Should I Create a Secret Trust?

June 17, 2020Trust in Indianapolis

  • Plainfield area trust attorney

There is a very good chance you will decide to incorporate at least one trust into your estate plan given how popular trusts are. In fact, you might choose to create a secret or semi-secret trust. A Plainfield area trust attorney at Frank & Kraft explains what a secret trust is and why you might want one.

The Last Will and Testament

Most people are familiar with the concept of a Will. At its most basic, a Will is a legal document that allows the Testator (person executing the Will) to make gifts of assets owned by the Testator at the time of his/her death. Because a Will must be submitted to the court for probate, the terms of a Will become available to the public. Therefore, gifts made in a Will cannot be concealed or kept secret.

The Trust Agreement

A trust is a relationship whereby property is held by one party for the benefit of another. A trust is created by a Settlor (also referred to as a Maker or Grantor), who transfers property to a Trustee. The Trustee holds that property for the trust’s beneficiaries.  All trusts are first divided into one of two categories – testamentary or inter vivos – the latter of which is more commonly referred to as a living trust. A testamentary trust is a trust that arises upon the death of the Settlor and which is typically activated by a provision in the Settlor’s Will.  A living trust is a trust that takes effect as soon as all the legalities of creation are in place. Assets gifted in a trust are distributed according to the terms of the trust agreement. Although a trust agreement does not typically need to be submitted to a court, the existence of a testamentary trust itself as well as the identity of the beneficiaries of the trust, are usually included in a decedent’s Will.

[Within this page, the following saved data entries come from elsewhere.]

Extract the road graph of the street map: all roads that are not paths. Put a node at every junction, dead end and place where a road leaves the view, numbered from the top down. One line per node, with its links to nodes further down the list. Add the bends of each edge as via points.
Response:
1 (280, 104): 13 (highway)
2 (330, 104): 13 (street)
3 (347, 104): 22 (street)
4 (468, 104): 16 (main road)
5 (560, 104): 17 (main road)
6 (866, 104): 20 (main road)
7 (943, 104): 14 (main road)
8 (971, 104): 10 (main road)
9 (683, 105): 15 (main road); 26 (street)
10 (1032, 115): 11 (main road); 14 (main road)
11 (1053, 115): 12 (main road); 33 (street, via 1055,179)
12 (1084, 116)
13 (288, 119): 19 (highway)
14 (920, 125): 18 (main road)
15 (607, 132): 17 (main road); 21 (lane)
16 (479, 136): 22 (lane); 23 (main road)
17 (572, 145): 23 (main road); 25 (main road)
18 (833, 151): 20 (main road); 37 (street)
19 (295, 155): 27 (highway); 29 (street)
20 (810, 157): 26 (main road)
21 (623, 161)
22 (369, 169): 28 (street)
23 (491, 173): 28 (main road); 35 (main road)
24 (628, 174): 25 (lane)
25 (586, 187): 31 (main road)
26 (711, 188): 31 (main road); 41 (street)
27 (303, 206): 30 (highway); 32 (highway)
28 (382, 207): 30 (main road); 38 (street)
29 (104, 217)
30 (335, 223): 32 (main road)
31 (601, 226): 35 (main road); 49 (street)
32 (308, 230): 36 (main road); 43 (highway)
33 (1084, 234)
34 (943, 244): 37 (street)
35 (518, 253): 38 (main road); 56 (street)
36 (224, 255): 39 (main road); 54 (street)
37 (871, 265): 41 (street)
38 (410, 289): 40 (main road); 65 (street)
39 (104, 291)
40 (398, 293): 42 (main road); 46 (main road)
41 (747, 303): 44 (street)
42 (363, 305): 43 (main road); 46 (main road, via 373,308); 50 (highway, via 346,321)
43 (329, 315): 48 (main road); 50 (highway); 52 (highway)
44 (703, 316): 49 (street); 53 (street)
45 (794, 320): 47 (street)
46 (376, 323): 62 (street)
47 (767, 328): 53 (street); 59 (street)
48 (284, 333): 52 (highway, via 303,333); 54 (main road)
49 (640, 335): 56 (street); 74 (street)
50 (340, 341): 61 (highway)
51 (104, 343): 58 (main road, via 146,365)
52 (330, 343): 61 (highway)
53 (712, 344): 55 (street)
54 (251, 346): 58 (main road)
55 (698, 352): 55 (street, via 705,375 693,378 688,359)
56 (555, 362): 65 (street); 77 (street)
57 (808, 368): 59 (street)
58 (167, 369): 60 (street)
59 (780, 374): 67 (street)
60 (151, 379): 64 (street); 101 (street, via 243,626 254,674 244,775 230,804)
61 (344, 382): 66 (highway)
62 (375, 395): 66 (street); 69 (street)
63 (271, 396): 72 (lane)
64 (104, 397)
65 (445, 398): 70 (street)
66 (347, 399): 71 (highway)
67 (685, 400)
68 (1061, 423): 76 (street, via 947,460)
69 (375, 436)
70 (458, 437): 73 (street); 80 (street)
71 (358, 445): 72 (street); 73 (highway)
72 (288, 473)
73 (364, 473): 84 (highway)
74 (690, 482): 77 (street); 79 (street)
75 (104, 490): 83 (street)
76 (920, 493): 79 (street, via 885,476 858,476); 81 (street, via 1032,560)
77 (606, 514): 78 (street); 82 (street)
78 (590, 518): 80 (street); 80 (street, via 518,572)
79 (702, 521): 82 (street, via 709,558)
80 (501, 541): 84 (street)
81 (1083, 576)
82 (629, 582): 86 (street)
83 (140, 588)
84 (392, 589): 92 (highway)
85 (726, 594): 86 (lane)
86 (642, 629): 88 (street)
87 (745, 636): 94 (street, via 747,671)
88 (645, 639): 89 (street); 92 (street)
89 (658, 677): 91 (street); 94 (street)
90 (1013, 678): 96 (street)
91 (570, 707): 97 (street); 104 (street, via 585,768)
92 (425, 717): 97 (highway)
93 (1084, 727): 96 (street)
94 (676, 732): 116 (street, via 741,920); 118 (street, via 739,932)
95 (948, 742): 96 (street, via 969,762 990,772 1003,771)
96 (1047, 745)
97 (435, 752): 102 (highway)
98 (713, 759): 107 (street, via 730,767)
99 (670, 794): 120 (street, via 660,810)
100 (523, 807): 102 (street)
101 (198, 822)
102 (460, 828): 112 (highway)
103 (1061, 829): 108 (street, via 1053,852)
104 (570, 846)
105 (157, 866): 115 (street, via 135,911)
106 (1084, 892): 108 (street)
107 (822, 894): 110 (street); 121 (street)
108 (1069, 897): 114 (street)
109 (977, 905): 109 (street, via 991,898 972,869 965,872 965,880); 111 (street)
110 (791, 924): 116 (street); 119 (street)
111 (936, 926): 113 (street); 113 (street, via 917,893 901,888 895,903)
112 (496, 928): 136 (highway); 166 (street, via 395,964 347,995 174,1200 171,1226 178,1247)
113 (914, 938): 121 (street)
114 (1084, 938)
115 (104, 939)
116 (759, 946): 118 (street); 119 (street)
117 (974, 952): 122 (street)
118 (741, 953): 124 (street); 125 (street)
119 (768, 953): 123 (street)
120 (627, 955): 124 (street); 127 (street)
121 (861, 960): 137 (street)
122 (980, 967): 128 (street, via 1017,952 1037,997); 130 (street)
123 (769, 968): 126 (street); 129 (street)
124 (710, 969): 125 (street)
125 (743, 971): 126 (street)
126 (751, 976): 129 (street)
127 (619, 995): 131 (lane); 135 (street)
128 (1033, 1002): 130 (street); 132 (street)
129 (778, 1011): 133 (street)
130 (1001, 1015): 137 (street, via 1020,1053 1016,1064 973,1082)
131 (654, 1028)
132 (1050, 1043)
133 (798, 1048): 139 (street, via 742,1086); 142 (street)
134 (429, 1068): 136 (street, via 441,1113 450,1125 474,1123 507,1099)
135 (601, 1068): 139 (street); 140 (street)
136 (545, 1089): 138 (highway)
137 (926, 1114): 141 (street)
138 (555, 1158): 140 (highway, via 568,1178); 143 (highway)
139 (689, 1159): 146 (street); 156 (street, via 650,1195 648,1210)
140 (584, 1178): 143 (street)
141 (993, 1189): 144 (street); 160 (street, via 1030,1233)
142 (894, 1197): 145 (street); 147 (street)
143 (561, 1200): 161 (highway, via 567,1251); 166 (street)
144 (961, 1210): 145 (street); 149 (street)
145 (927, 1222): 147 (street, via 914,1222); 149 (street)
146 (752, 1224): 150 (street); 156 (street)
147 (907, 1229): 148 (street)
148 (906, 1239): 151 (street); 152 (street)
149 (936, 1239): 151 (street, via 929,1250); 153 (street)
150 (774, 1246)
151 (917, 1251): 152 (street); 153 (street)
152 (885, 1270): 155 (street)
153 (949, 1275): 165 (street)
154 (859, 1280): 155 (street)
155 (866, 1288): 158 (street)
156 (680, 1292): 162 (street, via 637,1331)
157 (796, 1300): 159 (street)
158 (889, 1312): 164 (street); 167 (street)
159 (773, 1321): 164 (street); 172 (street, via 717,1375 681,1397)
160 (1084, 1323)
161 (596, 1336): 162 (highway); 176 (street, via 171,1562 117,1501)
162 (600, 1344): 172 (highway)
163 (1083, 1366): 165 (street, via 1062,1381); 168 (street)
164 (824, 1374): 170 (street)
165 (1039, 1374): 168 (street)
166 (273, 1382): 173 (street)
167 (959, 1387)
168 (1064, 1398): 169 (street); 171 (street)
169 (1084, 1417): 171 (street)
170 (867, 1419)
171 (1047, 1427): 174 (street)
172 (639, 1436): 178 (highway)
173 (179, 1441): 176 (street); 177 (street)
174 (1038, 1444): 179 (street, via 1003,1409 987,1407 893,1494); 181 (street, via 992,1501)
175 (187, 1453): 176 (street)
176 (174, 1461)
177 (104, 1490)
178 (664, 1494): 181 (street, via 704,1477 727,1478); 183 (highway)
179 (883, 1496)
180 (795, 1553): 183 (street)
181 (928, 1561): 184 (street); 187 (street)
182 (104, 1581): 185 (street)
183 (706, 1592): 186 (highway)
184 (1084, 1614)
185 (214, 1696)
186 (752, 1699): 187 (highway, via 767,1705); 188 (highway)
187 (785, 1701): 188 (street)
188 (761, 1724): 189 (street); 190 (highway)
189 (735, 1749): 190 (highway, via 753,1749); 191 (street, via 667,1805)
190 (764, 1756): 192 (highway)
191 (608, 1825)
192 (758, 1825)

What Is a Secret or Semi-Secret Trust?

A secret trust is one in which a Testator appears to leave assets outright to someone in a Will; however, that beneficiary is really a Trustee for another beneficiary. For example, you might leave $100,000 in your Will to John Smith absolutely when, in fact, you have made it clear to John Smith that the $100,000 is intended to be used for the benefit of a third party.

A semi-secret trust is one that is mentioned in a Testator’s Will; however, the names of the trust beneficiaries and/or other terms of the trust are not mentioned in the Will. By way of illustration, imagine that you gifted that same $100,000 to a trust in your Will and simply stated that the funds are “to be used according to my wishes.” In that case, the existence of the trust is made public in your Will; however, the beneficiaries and terms of the trust are not made public.

The creation of a secret or semi-secret trust requires an arrangement between the Testator and the Trustee of the trust. That arrangement should, ideally, be set out in a separate document. Some people do make oral agreements; however, doing so is risky because upholding an oral agreement is always more difficult than upholding one in writing.

Do I Need a Secret Trust?

Keeping a trust secret is usually done for one of two reasons. Either a Testator wants to keep the terms of his/her estate plan out of the public eye altogether or wants to keep beneficiaries/heirs from knowing the terms of that plan. Public figures, celebrities, and individuals with considerable wealth may simply want to avoid public scrutiny. You do not need to fall into one of those categories, however, to benefit from a secret or semi-secret trust. Maybe you simply do not want all your heirs to know how you distributed your assets. Using a secret or semi-secret trust allows you to keep those details private.

Contact a Plainfield Area Trust Attorney

For more information, please join us for an upcoming FREE seminar. If you have additional questions or concerns about creating a secret trust, contact an experienced Plainfield area trust attorney at Frank & Kraft by calling (317) 684-1100 to schedule an appointment.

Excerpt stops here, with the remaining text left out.